Evolving Self examines how repetitive patterns of interactions with significant others and the wider world, particularly but not exclusively in the formative years,[1]are primarily responsible for one’s ever-expanding personality, and how some repetitive patterns can also create debilitating “problems in living.”[2]

Our book is rooted in interpersonal[3] theory, developed by Harry Stack Sullivan (1953), Frieda Fromm-Reichman (1960) and their colleagues and students, and further interpreted and enhanced by the faculty of the Sullivan Institute for Research in Psychoanalysis, founded by Jane Pearce and Saul Newton (1963).[4] It is also grounded in more than 50 years of clinical experience in the practice of psychotherapy in various settings by each of the authors, who were students and analysands of Pearce, Newton and the Institute faculty.
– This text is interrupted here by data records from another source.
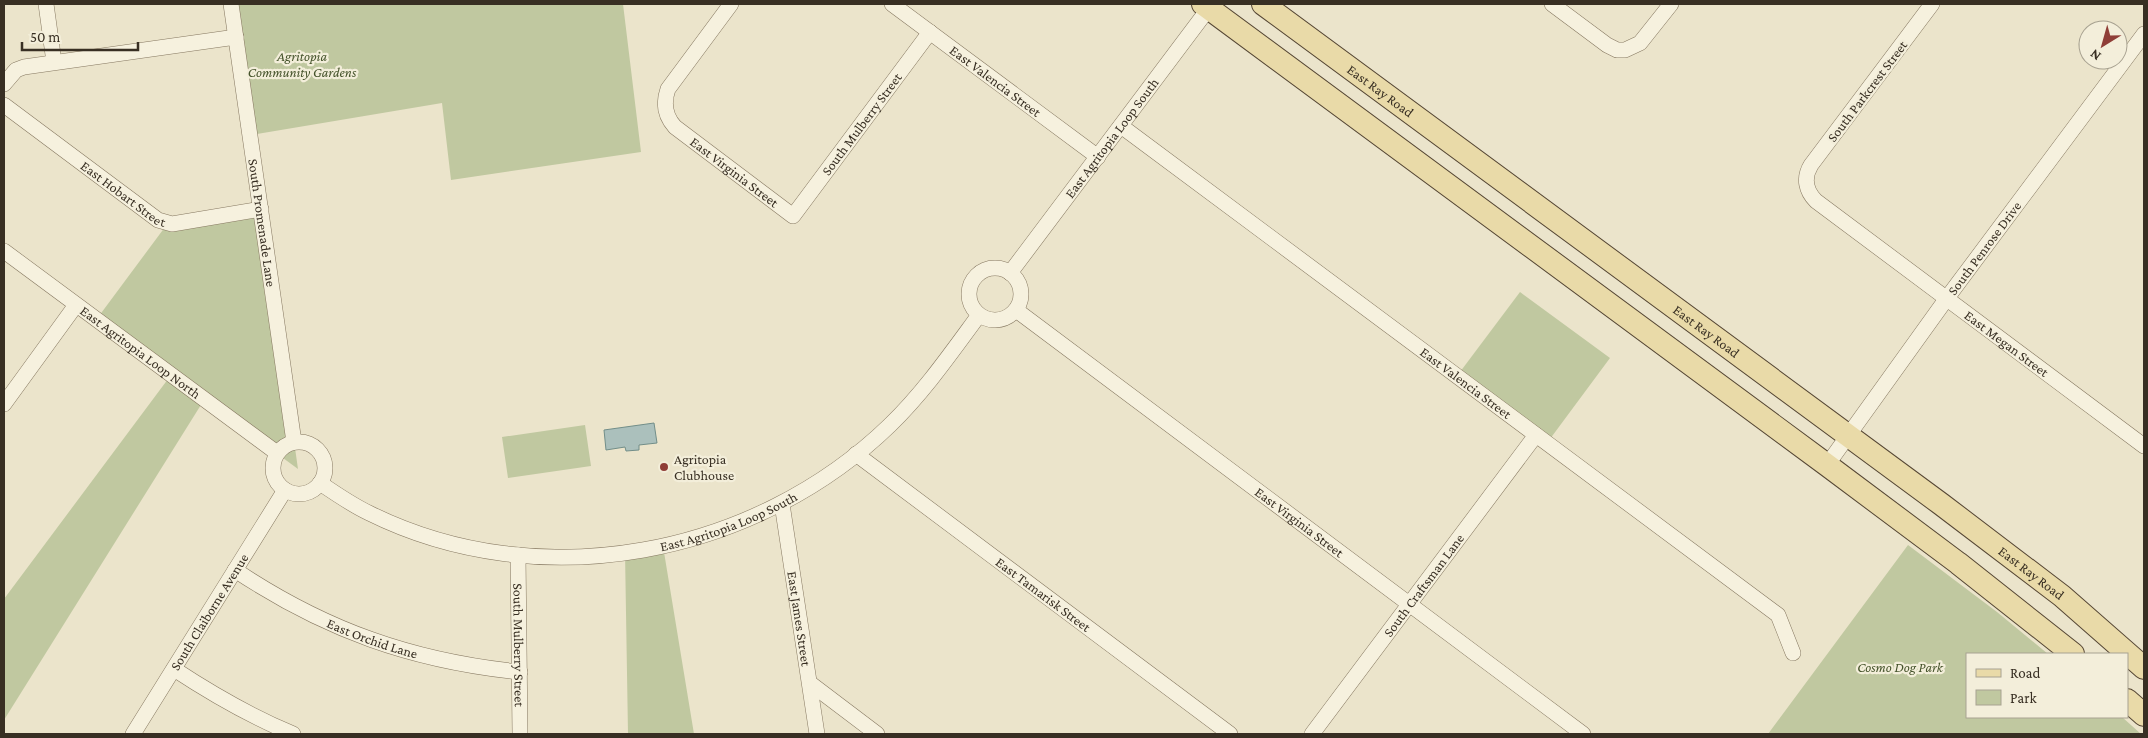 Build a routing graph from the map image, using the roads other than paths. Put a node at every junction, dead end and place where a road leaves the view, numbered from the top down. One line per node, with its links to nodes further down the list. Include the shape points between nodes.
1 (46, 4): 13 (street)
2 (231, 4): 12 (street, South Promenade Lane)
3 (731, 4): 20 (street, East Virginia Street, via 668,89 664,98 667,119)
4 (892, 4): 10 (street, East Valencia Street)
5 (1263, 4): 29 (main road, East Ray Road)
6 (1552, 4): 7 (street, via 1617,50 1626,50 1640,43)
7 (1671, 4)
8 (1932, 4): 18 (street, South Parkcrest Street, via 1811,165)
9 (1208, 5): 16 (street, East Agritopia Loop South); 34 (main road)
10 (930, 32): 17 (street, East Valencia Street); 20 (street, South Mulberry Street)
11 (2144, 34): 23 (street, South Penrose Drive)
12 (236, 37): 13 (street); 19 (street, South Promenade Lane)
13 (54, 62): 14 (street, via 16,70)
14 (4, 84)
15 (4, 105): 19 (street, East Hobart Street, via 158,220 172,224)
16 (1121, 126): 17 (street, East Agritopia Loop South); 28 (street, East Valencia Street)
17 (1098, 157): 22 (street, East Agritopia Loop South)
18 (1806, 180): 23 (street, East Megan Street, via 1808,191 1816,201)
19 (261, 210): 30 (street, South Promenade Lane)
20 (794, 216)
21 (4, 252): 24 (street, East Agritopia Loop North)
22 (1010, 273): 25 (street, via 1020,287 1020,303); 26 (street, via 994,268 974,278 969,298)
23 (1947, 298): 29 (street, South Penrose Drive); 31 (street, East Megan Street)
24 (76, 306): 27 (street); 32 (street, East Agritopia Loop North)
25 (1016, 310): 26 (street, via 1010,316 994,320); 40 (street, East Virginia Street)
26 (979, 315): 33 (street, East Agritopia Loop South, via 933,378 890,425)
27 (5, 398)
28 (1536, 435): 40 (street, South Craftsman Lane); 41 (street, East Valencia Street, via 1778,616)
29 (1848, 436): 34 (street, South Penrose Drive); 43 (main road, East Ray Road, via 2062,596)
30 (294, 442): 32 (street); 35 (street, via 312,445 319,450 325,467)
31 (2144, 446)
32 (277, 454): 36 (street, via 273,469)
33 (856, 454): 37 (street, East Agritopia Loop South); 56 (street, East Tamarisk Street)
34 (1826, 465): 42 (main road)
35 (320, 483): 36 (street, via 315,489 300,494); 38 (street, East Agritopia Loop South, via 370,513 406,528 449,543)
36 (285, 490): 39 (street, South Claiborne Avenue)
37 (782, 504): 38 (street, East Agritopia Loop South, via 726,528 678,543 598,557); 48 (street, East James Street)
38 (518, 555): 47 (street, South Mulberry Street)
39 (235, 570): 46 (street, South Claiborne Avenue); 47 (street, East Orchid Lane, via 289,604 353,634 434,660)
40 (1409, 604): 57 (street, South Craftsman Lane); 58 (street, East Virginia Street)
41 (1793, 653)
42 (2072, 653)
43 (2127, 653)
44 (2128, 654): 45 (main road, East Ray Road)
45 (2144, 668)
46 (174, 669): 51 (street, South Claiborne Avenue); 52 (street, via 251,716)
47 (520, 672): 53 (street, South Mulberry Street)
48 (810, 684): 54 (street, East James Street); 55 (street)
49 (2128, 701): 50 (main road)
50 (2144, 715)
51 (133, 734)
52 (292, 734)
53 (520, 734)
54 (818, 734)
55 (877, 734)
56 (1230, 734)
57 (1312, 734)
58 (1583, 734)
Currently, the dominant orientation of psychiatry and most related mental health professions is that, with some exceptions, most problems in living (depression, psychosis, learning delays, delinquency, etc.) are based in physiological aberrations, whether neurological or glandular, which can be solved through the correct application of the right medication[5] and/or some short-term psychotherapy.[6] That orientation is closely tied to the continued and dominant usage of the Diagnostic and Statistical Manual of Mental Disorders (DSM) (American Psychiatric Association, 2013), which classifies human disorders via a listing of symptomatology. These diagnostic categories are in turn recognized by health insurance companies[7] that cover “mental health” treatment. The insurance companies do not recognize problems in living as such, nor do they connect those problems to real-life situations. For that reason, issues such as an unhappy marriage, an unsatisfying career or despair about one’s capacity for intimacy with people are not covered for treatment unless they can be presented as symptoms of a syndrome found in the DSM.
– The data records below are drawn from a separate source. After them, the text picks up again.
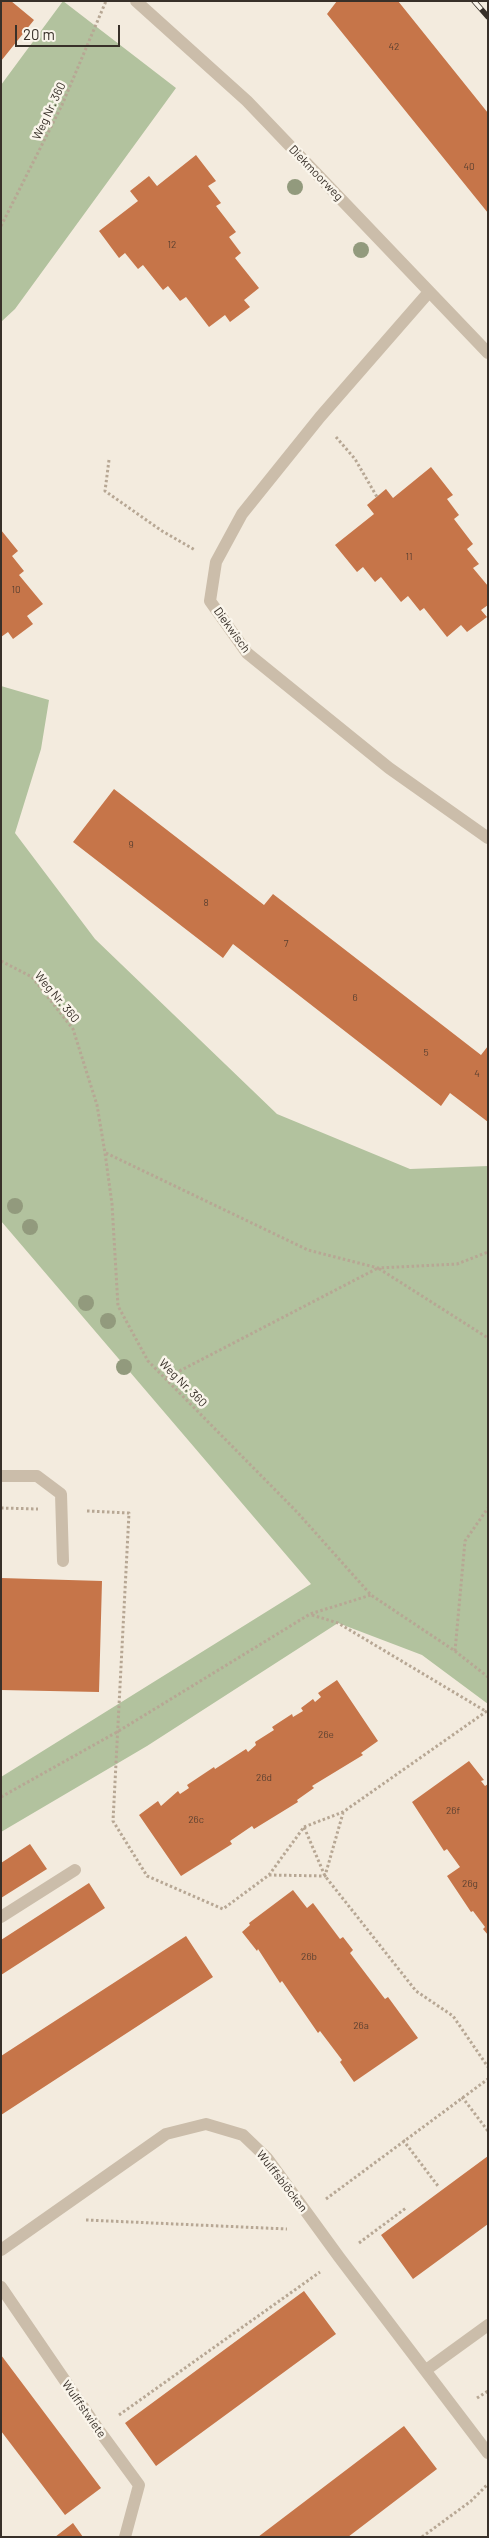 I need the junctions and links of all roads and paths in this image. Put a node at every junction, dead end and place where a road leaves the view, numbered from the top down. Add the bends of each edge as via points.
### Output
1 (106, 1) edge
2 (136, 1) edge
3 (1, 226) edge
4 (429, 292) junction
5 (488, 353) edge
6 (109, 460) dead end
7 (355, 460) dead end
8 (377, 497) dead end
9 (216, 562) junction
10 (488, 838) edge
11 (1, 961) edge
12 (105, 1153) junction
13 (488, 1252) edge
14 (378, 1268) junction
15 (488, 1338) edge
16 (166, 1378) junction
17 (1, 1476) edge
18 (1, 1508) edge
19 (488, 1508) edge
20 (62, 1510) junction
21 (62, 1561) dead end
22 (371, 1595) junction
23 (310, 1614) junction
24 (455, 1651) junction
25 (488, 1677) edge
26 (487, 1711) edge
27 (117, 1732) junction
28 (1, 1797) edge
29 (343, 1812) junction
30 (304, 1827) junction
31 (75, 1870) dead end
32 (270, 1875) junction
33 (325, 1876) junction
34 (1, 1917) edge
35 (488, 2067) edge
36 (488, 2079) edge
37 (462, 2097) junction
38 (488, 2131) edge
39 (403, 2140) junction
40 (438, 2186) dead end
41 (406, 2208) dead end
42 (307, 2213) junction
43 (45, 2218) junction
44 (1, 2250) edge
45 (339, 2257) junction
46 (316, 2276) dead end
47 (1, 2288) edge
48 (488, 2325) edge
49 (426, 2370) junction
50 (98, 2429) junction
51 (488, 2453) edge
52 (488, 2484) edge
53 (125, 2537) edge
54 (422, 2537) edge

1 - 3 path, Weg Nr. 360 via 62,105
2 - 4 street, Diekmoorweg via 248,101
4 - 5 street, Diekmoorweg
4 - 9 street, Diekwisch via 326,410 248,507
6 - 9 path via 105,491 162,531
7 - 8 path
9 - 10 street, Diekwisch via 210,600 247,653 389,768
11 - 12 path, Weg Nr. 360 via 32,977 73,1029 97,1105
12 - 14 path via 308,1250
12 - 16 path, Weg Nr. 360 via 112,1204 118,1306 148,1361
13 - 14 path via 457,1264
14 - 15 path
14 - 16 path
16 - 22 path, Weg Nr. 360 via 297,1512
17 - 20 street via 36,1476 61,1494
18 - 20 path
19 - 24 path via 465,1542
20 - 21 street
20 - 27 path via 129,1513
22 - 23 path
22 - 24 path, Weg Nr. 360
23 - 26 path via 338,1622
23 - 27 path
24 - 25 path, Weg Nr. 360
26 - 29 path
27 - 28 path
27 - 32 path via 113,1821 147,1876 223,1909
29 - 30 path
29 - 33 path
30 - 32 path
30 - 33 path
31 - 34 street
32 - 33 path
33 - 35 path via 416,1991 453,2016
36 - 37 path
37 - 38 path
37 - 39 path
39 - 40 path
39 - 42 path
41 - 45 path
42 - 43 path via 287,2230
42 - 43 street, Wulffsblöcken via 267,2158 242,2135 206,2124 166,2134
42 - 45 street, Wulffsblöcken
43 - 44 street, Wulffsblöcken
45 - 49 street, Wulffsblöcken
46 - 50 path
47 - 50 street, Wulffstwiete
48 - 49 street
49 - 51 street, Wulffsblöcken
50 - 53 street, Wulffstwiete via 139,2485
52 - 54 path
Fusing his theory of human development with the socio-economic climate of his time, Sullivan wrote about race, war, and poverty in 20th century terms. The fusion is even more urgent now, as the world faces ever-increasing oppression and devastating international conflict. Paralleling these world developments, the mental health field is less and less focused on human needs and more and more reliant on solutions based on corporate financial profit and behavioral conformity.

Our book was written against the current backdrop of psychiatric perspectives devoted to “curing” via medication along with various forms of neurological and/or other physiological manipulation. These include short-term cognitive-behavioral approaches or other quick fixes designed to be consistent with “evidence-based” research. The term “evidence-based” is very common and is usually applied to therapy modalities that are focused on measurable indices that are narrow in scope, such as number of positive or negative interactions. The approach does not connect the interactions with the broader context of a person’s life. While there might be a number of behavioral changes, the theory in this volume elucidates how it is crucial that the person understand symptoms in the context of their own development for the changes to be long-lasting.

While not universal, the mainstream mental health community in the United States tends to be focused on treatment that fits what can be covered by insurance, and not enough on what promotes lasting human growth and development. The standard of successful treatment offered by the American Psychological Association (APA) is to bring a person back to “functioning within normal limits,” which is considered the “actual clinical benefit,”[8] when evaluating psychotherapy (2002). Besides the obvious difficulty of researching outcomes and defining “normal” functioning (APA, 2002), it is our view that such a definition of a favorable treatment outcome is superficial, constrained by an arbitrary definition of “mental health” plaguing psychology and other social sciences. We posit that “mental health” is an open-ended process of continual personality growth rather than the achievement of or a return to “normal” functioning.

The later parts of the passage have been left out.